Patagonian priests pray by it, Chilean miners cherish it, and Brazilian beach-bums beat drums in its honour. They mull over it in Mexico, praise it in Peru and argue for it artfully in Argentina.

I am talking, of course, about the octagonal novel: the most exciting thing to hit the South-American literary world since Lupez Lupez wrote a novel on a football and kicked it through a publisher’s window.

Why the octagon? I know not. All I do know is that the shape seems to have its followers. ‘Novels will never be the same again,’ wrote one Bolivian critic. ‘Forget the four-sided book,’ sneered another: ‘any self-respecting story these days is safely printed on eight-sided paper’.

Over in Venezuala that may well be the case. But here in Europe we entertain different ideas. Eight-sided novels have yet to take off – but that isn’t to say we aren’t experimenting shape-wise. Circular novels have been doing the rounds for some decades now. Remember Benjamin Yodek’s Mulberries and Mudcakes?
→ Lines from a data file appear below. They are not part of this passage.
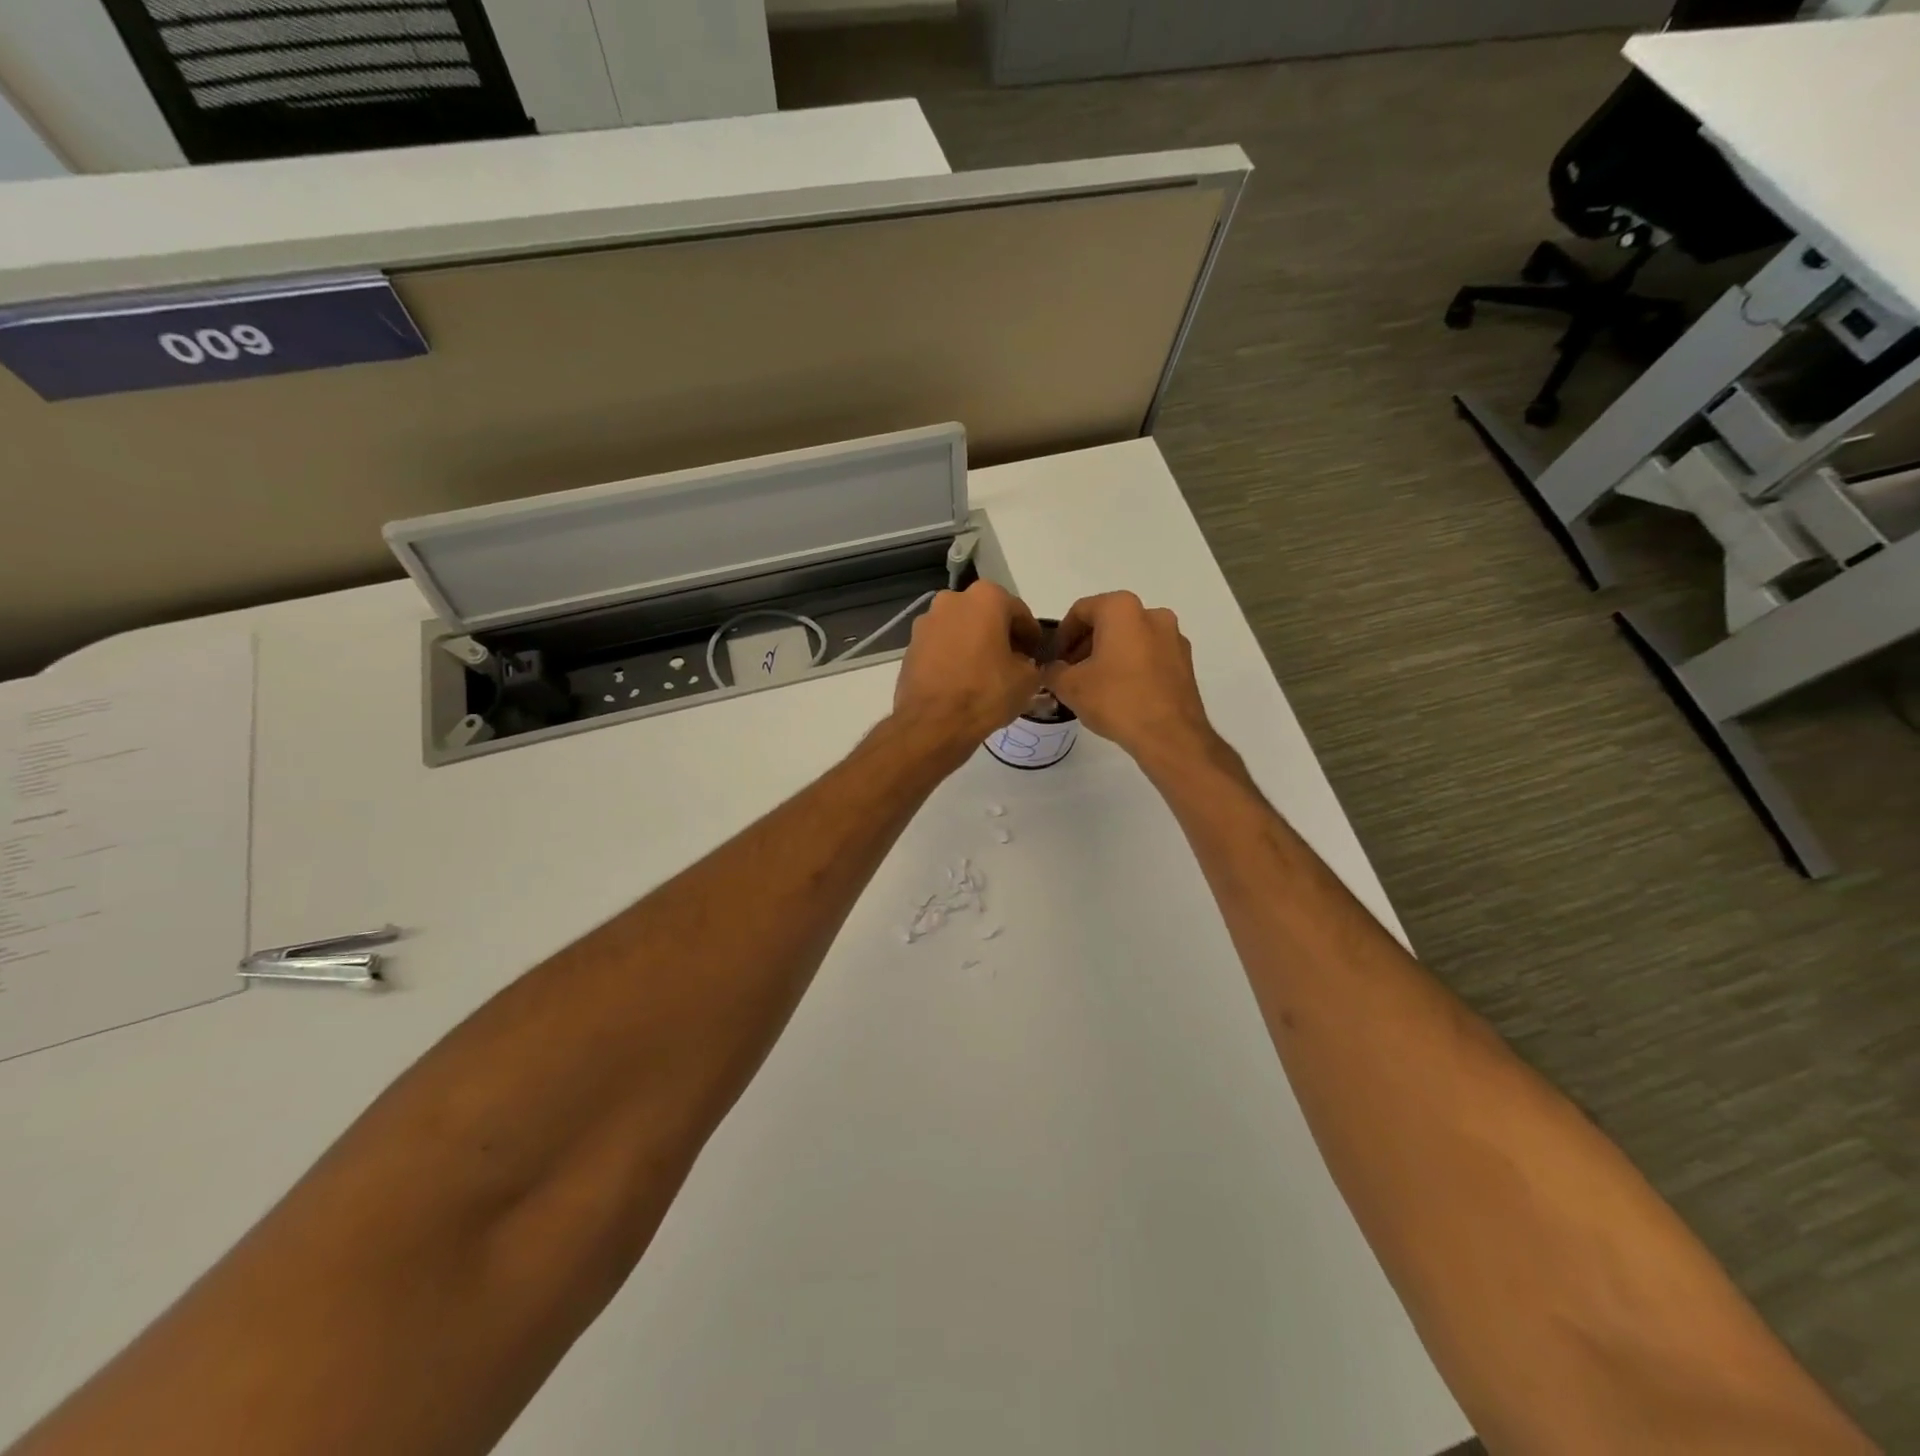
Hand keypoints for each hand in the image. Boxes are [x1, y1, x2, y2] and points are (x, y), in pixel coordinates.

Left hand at [891, 582, 1042, 763]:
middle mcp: (952, 600)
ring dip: (975, 644)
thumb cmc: (986, 693)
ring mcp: (926, 622)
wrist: (933, 723)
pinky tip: (962, 680)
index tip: (1035, 655)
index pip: (1019, 613)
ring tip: (985, 673)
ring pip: (961, 629)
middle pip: (986, 615)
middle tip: (1012, 663)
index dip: (1031, 636)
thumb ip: (1032, 663)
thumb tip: (1023, 664)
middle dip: (1000, 635)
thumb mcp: (1027, 680)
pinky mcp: (911, 645)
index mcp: (985, 598)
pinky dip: (953, 656)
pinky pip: (941, 646)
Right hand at [1043, 592, 1214, 763]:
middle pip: (1108, 622)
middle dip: (1085, 645)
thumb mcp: (1070, 686)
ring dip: (1109, 655)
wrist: (1170, 735)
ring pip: (1130, 638)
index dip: (1062, 635)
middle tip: (1070, 672)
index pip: (1081, 611)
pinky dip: (1131, 666)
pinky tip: (1120, 693)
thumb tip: (1051, 669)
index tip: (1054, 659)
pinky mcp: (1185, 662)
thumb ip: (1052, 671)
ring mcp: (1173, 637)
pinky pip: (1149, 655)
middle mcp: (1152, 614)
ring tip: (1094, 684)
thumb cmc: (1116, 700)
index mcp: (1122, 609)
That has to stand as one of the most headache-inducing novels of the last hundred years (speaking as one who has a penchant for difficult forms). And what about Boris Bash-Benver’s triangular novel Tripulation? I say triangular – and yet, of course, the book revolved around three circles in a triangular formation. It was, in that sense, multi-shaped.

What of the future? I have heard vague rumblings that Oa Aayorta (Andorran master of strange forms) has abandoned his plans for a ‘twitter-novel’ (praise each and every lord) and is turning his attention to the trapezium (or ‘trapezoid’ as the Americans call it). Over in Norway, meanwhile, Edmund Ek has (apparently) been musing over pentagons. His ex-wife Heidi Kohlenberg claims to have received a long-winded letter from the former firebrand in which he recounts a dream wherein ‘a man flew down from the sky upon a plate of burning food, and said to me: “put the words within the pentagon”‘. Some would take this to have some relation to the headquarters of US defence; Ek has clearly taken it to refer to a pentagon-shaped book. Good on him.

That leaves us with various options. Am I the only one rooting for the heptagon? I can’t think of many books that wouldn’t benefit from being printed on seven-sided paper. Don’t ask me why. Call me a prophet if you will, but part of me can’t help perceiving that this, truly, is the shape of things to come.